The involvement of courts, judges, and prosecutors in the ongoing strife may surprise an onlooker who is unfamiliar with the particularities of Turkey’s political background.  What unfolds before our eyes is not simply a legal process as such, yet a war for power ‘pursued by other means.’  Seen through the eyes of European or U.S. media, Turkey appears to be torn apart between secularists and Islamists.  But this ideological approach misses the real nature of the ongoing strife in the country: the warring parties’ programs are related to the restructuring of Turkey’s socio-economic relation in a globalized world economy, rather than particular worldviews toward secularism or Islam, though the latter has indeed had a considerable impact on the course of the conflict.

In the one camp stands a contradictory alliance of Turkey’s big capitalist class — who strive to ascend to a higher level in competition in the global market through membership in the European Union (EU) — and the ‘Anatolian Tigers.’  The Anatolian group is made up of middle-scale businesses generally owned by the conservative local bourgeoisie of central Turkey of an Islamic background.  They have been competing in the global market since the 1980s when Turkey adopted export-oriented development strategies to replace the statist and import-substitution approach of the previous two decades.  The ruling AKP has had an eye to further influence in the Middle East as a NATO member with a ‘strategic alliance’ with Washington, contrary to neo-conservative paranoia of Turkey adopting the ‘Taliban model.’  In the last six years in government, it has been able to coalesce with the interests of the big capital from its Islamist power base, although there have also been at times fierce frictions between the allies.

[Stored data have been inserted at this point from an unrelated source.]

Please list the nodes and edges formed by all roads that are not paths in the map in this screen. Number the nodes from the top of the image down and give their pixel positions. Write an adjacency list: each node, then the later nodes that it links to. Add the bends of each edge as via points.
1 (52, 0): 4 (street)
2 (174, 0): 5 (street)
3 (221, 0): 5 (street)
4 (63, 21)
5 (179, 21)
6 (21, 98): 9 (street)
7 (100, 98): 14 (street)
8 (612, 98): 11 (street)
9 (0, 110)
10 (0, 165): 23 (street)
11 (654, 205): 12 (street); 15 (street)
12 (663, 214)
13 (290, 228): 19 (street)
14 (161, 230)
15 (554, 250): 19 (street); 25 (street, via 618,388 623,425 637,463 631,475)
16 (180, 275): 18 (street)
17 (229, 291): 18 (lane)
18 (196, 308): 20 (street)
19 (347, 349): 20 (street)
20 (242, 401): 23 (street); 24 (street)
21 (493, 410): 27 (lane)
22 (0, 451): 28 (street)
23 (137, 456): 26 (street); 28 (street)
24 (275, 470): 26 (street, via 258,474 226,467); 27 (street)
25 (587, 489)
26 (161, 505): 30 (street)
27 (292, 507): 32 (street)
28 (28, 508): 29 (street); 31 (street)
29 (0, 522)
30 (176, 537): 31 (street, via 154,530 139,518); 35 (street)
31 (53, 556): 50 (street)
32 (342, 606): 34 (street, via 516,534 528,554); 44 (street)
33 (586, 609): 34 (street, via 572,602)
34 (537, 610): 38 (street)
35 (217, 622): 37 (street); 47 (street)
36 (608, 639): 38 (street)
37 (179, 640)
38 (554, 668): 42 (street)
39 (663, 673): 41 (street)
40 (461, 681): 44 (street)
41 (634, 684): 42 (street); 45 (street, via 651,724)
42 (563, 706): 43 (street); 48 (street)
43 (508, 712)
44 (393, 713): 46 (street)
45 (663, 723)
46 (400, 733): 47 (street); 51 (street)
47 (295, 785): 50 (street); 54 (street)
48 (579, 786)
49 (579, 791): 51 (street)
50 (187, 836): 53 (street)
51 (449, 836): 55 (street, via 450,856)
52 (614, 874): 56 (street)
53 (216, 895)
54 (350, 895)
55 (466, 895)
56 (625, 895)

In the other camp is a complex political and social network of Turkey’s bureaucratic and military elites in alliance with certain sections of the bourgeoisie whose domestic interests are endangered by the influx of international finance capital in the Turkish markets.  They derive their power from their manipulative capacity over Turkey’s powerful state apparatuses — from the military to judiciary, from the academy to administrative bureaucracy — rather than from their role in social production.  The recent crackdown on the secret special organization ‘Ergenekon,’ however, has apparently inflicted a heavy blow on the most criminal elements of this network.  This group, with its extensive network across Turkey among staunch secularist-republicans, and with its control over the military-industrial complex, still represents an attractive — even if irrational from the standpoint of globalization — perspective particularly among white-collar occupations, who comprise the urban base of Turkey’s political landscape.  They have argued for a future for Turkish capitalism in Eurasia — the giant political-geographical space between Russia and China.  The influential generals who have inspired this new direction had already in 2002 stated that “instead of bidding for membership in the unreliable EU, Turkey should turn towards cooperation with Russia and Iran.”  The following years would prove that these were more than mere words.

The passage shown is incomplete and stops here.